Oil paints come in student and professional grades. Student grade oil paint carries a lower concentration of pigment. It also has a smaller range of color options to choose from versus professional grade oil paint. However, the less expensive student grade paint is a great alternative for students and beginning artists. Using student grade oil paint gives the option of experimenting without feeling like you are wasting your money while learning.

The Health Hazards of Oil Painting
How can I avoid the health hazards of oil painting?
Being an artist who oil paints can pose a risk to your health. Pigments that contain metals such as lead or chromium can easily be absorbed through your skin. Solvents like turpentine and varnish are also harsh on the skin. These solvents also produce fumes that should not be inhaled for long periods of time. Experiment with newer and safer products such as turpenoid. You can also try using linseed for thinning your paints. You should always paint in a well ventilated area.

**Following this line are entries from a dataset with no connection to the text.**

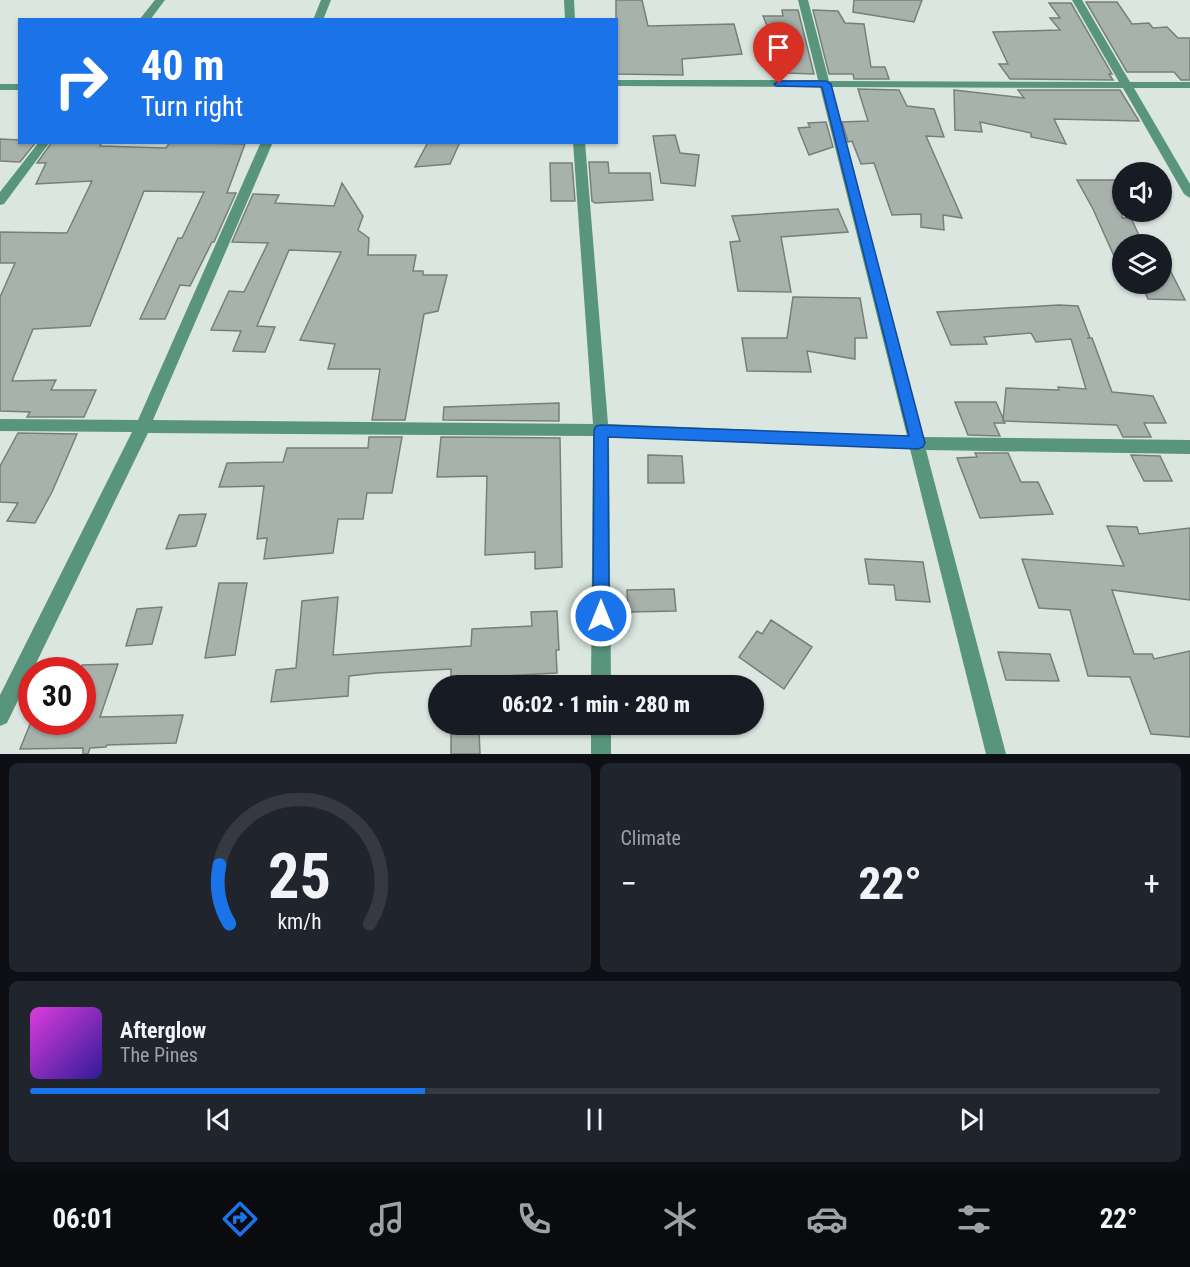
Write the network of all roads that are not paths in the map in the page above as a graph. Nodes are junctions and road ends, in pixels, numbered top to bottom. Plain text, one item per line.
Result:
1 (160, 0) edge
2 (326, 0) edge
3 (568, 0) edge
4 (803, 0) edge
5 (1077, 0) edge
6 (146, 18) edge
7 (319, 18) edge
8 (570, 18) edge
9 (618, 83) edge
10 (826, 84) junction
11 (1190, 85) edge
12 (1129, 86) junction
13 (0, 87) edge
14 (18, 87) edge
15 (43, 144) edge
16 (266, 144) edge
17 (579, 144) edge
18 (1190, 194) edge
19 (0, 201) edge
20 (0, 425) edge
21 (142, 428) junction
22 (601, 430) junction
23 (918, 443) junction
24 (1190, 447) edge
25 (601, 675) edge
26 (0, 716) edge
27 (601, 735) edge
28 (601, 754) edge
29 (996, 754) edge

1 - 6 street
2 - 7 street
3 - 8 street
4 - 10 street
5 - 12 street
9 - 10 street
10 - 12 street
10 - 23 street
11 - 12 street
12 - 18 street
13 - 14 street
15 - 19 street
16 - 21 street
17 - 22 street
20 - 21 street
21 - 22 street
21 - 26 street
22 - 23 street
22 - 25 street
23 - 24 street
23 - 29 street
27 - 28 street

The Ingredients of Oil Paints
What are oil paints made of?
Oil paints are made of natural pigments that are suspended in oil that acts as a binder. The most common oil found in oil paint is linseed oil, although walnut oil, sunflower oil and poppy oil can also be used. Many manufacturers also add other ingredients such as stabilizers for texture and dryers to aid the drying process.

The Vocabulary of Oil Painting
What are the popular terms of oil painting?
Oil painting has its own language. Most of the terms have their origins in Italian. For instance, impasto, means a thick application of paint. Alla prima means ‘all at once' or completing a painting in one sitting. Chiaroscuro literally means ‘light dark' and describes the contrast of light to dark to create a dramatic effect.

Varnishing Your Oil Painting
When do you varnish an oil painting?
Were you aware that your finished oil paintings should have a coating of varnished applied to it? Did you also know that it could be six months or longer before your oil painting is fully dry? Your painting should be stored in a dust free area while it is drying. Be careful when you apply varnish and make sure it is the correct gloss. Dammar Varnish is a high gloss while ConservArt Varnish has a lower glossy finish. Matt Varnish will produce a matt finish.

Varnishing Your Oil Painting
How do you varnish an oil painting?
When you are applying varnish to your dried oil painting use a flat brush. Lay the painting on a flat surface and use long strokes and work from top to bottom. You should always apply the varnish in the same direction. It takes about a day for a coat of varnish to dry. Once it has dried, apply the second coat of varnish at right angles to the first application.

Paper is popular for sketching in oil and also liked by professionals for its texture and drag. Contrary to hearsay advice, using paper is acceptable for oil painting. It is recommended however that good quality heavy water colour paper is used, thinly primed with Acrylic Gesso Primer.